Jefferson Morley | October 11, 2019
Impeachment and the National Security Status Quo
Writing in the Tom Dispatch blog, Andrew Bacevich, former military officer, captures something missing from today’s political reporting: historical perspective.
“Removing from office a vulgar, dishonest, and utterly incompetent president comes nowhere close to capturing what’s going on here.” He asks asks a key questions about popular response to the politics of impeachment. “How do Trump’s crimes stack up against” the crimes of his predecessors?
The unspoken purpose of impeachment is not removal, but restoration. The overarching aim is not to replace Trump with Mike Pence — the equivalent of exchanging Groucho for Harpo. No, the object of the exercise is to return power to those who created the conditions that enabled Trump to win the White House in the first place.”
Bacevich takes Hillary Clinton to task.
Just recently, for instance, Hillary Clinton declared Trump to be an “illegitimate president.” Implicit in her charge is the conviction — no doubt sincere — that people like Donald Trump are not supposed to be president. People like Hillary Clinton — people possessing credentials like hers and sharing her values — should be the chosen ones. Here we glimpse the true meaning of legitimacy in this context. Whatever the vote in the Electoral College, Trump doesn’t deserve to be president and never did.
Bacevich goes on:
In a recent column in the Guardian, Professor Samuel Moyn makes the essential point: Removing from office a vulgar, dishonest, and utterly incompetent president comes nowhere close to capturing what’s going on here. To the elites most intent on ousting Trump, far more important than anything he may say or do is what he signifies. He is a walking, talking repudiation of everything they believe and, by extension, of a future they had come to see as foreordained.
Moyn styles these anti-Trump elites as “centrists.” They are members of the post-Cold War political mainstream that allowed ample room for nominally conservative Bushes and nominally liberal Clintons, while leaving just enough space for Barack Obama’s promise of hope-and-(not-too-much) change.
These centrists share a common worldview. They believe in the universality of freedom as defined and practiced within the United States. They believe in corporate capitalism operating on a planetary scale. They believe in American primacy, with the United States presiding over a global order as the sole superpower. They believe in “American global leadership,” which they define as primarily a military enterprise. And perhaps most of all, while collecting degrees from Georgetown, Harvard, Oxford, Wellesley, the University of Chicago, and Yale, they came to believe in a so-called meritocracy as the preferred mechanism for allocating wealth, power, and privilege. All of these together comprise the sacred scripture of contemporary American political elites. And if Donald Trump’s antagonists have their way, his removal will restore that sacred scripture to its proper place as the basis of policy.
“For all their appeals to enduring moral values,” Moyn writes, “the centrists are deploying a transparent strategy to return to power.” Destruction of the Trump presidency is a necessary precondition for achieving that goal. “Centrists simply want to return to the status quo interrupted by Trump, their reputations laundered by their courageous opposition to his mercurial reign, and their policies restored to credibility.” Precisely.
Bacevich goes on:
For such a scheme to succeed, however, laundering reputations alone will not suffice.
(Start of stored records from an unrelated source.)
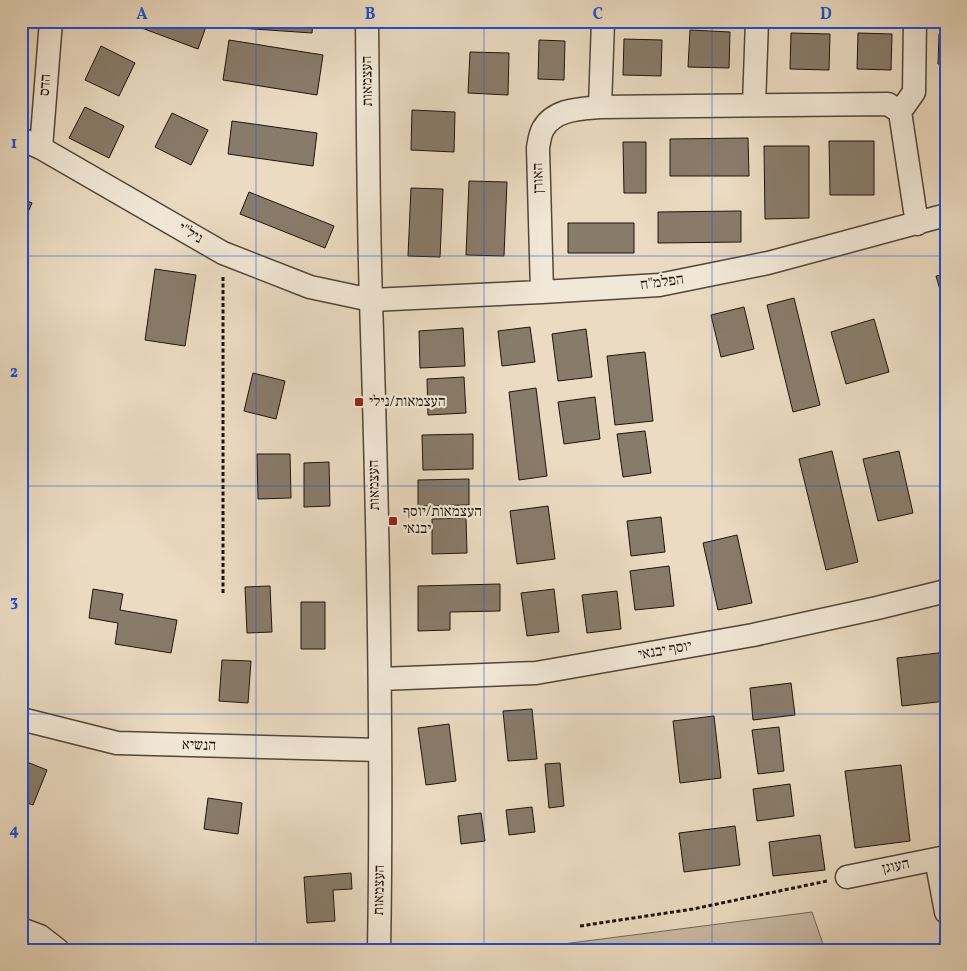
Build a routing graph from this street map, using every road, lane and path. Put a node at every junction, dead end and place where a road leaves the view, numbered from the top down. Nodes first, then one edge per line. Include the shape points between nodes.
1 (51, 21) edge
2 (368, 21) edge
3 (603, 21) edge
4 (756, 21) edge
5 (915, 21) edge
6 (754, 106) junction
7 (600, 107) junction
8 (900, 112) junction
9 (31, 144) edge
10 (946, 215) edge
11 (917, 224) junction
12 (223, 253) junction
13 (542, 292) junction
14 (370, 300) junction
15 (946, 591) edge
16 (223, 593) dead end
17 (380, 679) junction
18 (21, 719) edge
19 (380, 750) junction
20 (941, 858) edge
21 (847, 877) joint
22 (946, 912) edge
23 (580, 926) dead end
24 (21, 929) edge
25 (58, 950) edge
26 (379, 950) edge

1 - 9 street, הדס
2 - 14 street, העצמאות
3 - 7 street
4 - 6 street
5 - 8 street via 914,92
6 - 7 street, האורן
6 - 8 street, האורן via 888,104
7 - 13 street, האורן via 570,110 554,116 542,129 538,148
8 - 11 street
9 - 12 street, ניל"י
10 - 11 street, הפלמ"ח
11 - 13 street, הפלמ"ח via 768,263 659,285
12 - 14 street, ניל"י via 310,287
12 - 16 path
13 - 14 street, הפלמ"ח
14 - 17 street, העצמאות
15 - 17 street, יוסף יבנאי via 753,635 536,673
17 - 19 street, העצמאות
18 - 19 street, הנשיא via 117,743
19 - 26 street, העצמאות
20 - 21 street, העוגן
20 - 22 street
21 - 23 path via 693,909
24 - 25 street via 40,936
Equally important will be to bury any recollection of the catastrophes that paved the way for an über-qualified centrist to lose to an indisputably unqualified and unprincipled political novice in 2016.
Holding promised security assistance hostage unless a foreign leader agrees to do you political favors is obviously and indisputably wrong. Trump’s antics regarding Ukraine may even meet some definition of criminal.
He asks a commonsensical question.
Still, how does such misconduct compare to the calamities engineered by the “centrists” who preceded him? Consider, in particular, the George W. Bush administration’s decision to invade Iraq in 2003 (along with the spin-off wars that followed). Consider, too, the reckless economic policies that produced the Great Recession of 2007-2008. As measured by the harm inflicted on the American people (and others), the offenses for which Trump is being impeached qualify as mere misdemeanors.
He offers reasonable caveats.
Honest people may differ on whether to attribute the Iraq War to outright lies or monumental hubris. When it comes to tallying up the consequences, however, the intentions of those who sold the war don’t particularly matter. The results include thousands of Americans killed; tens of thousands wounded, many grievously, or left to struggle with the effects of PTSD; hundreds of thousands of non-Americans killed or injured; millions displaced; trillions of dollars expended; radical groups like ISIS empowered (and in its case even formed inside a U.S. prison in Iraq); and the Persian Gulf region plunged into turmoil from which it has yet to recover. How do Trump’s crimes stack up against these?
Bacevish is not arguing against the impeachment of Trump. He is arguing that America’s problem is not one man but a dysfunctional political system that made him possible.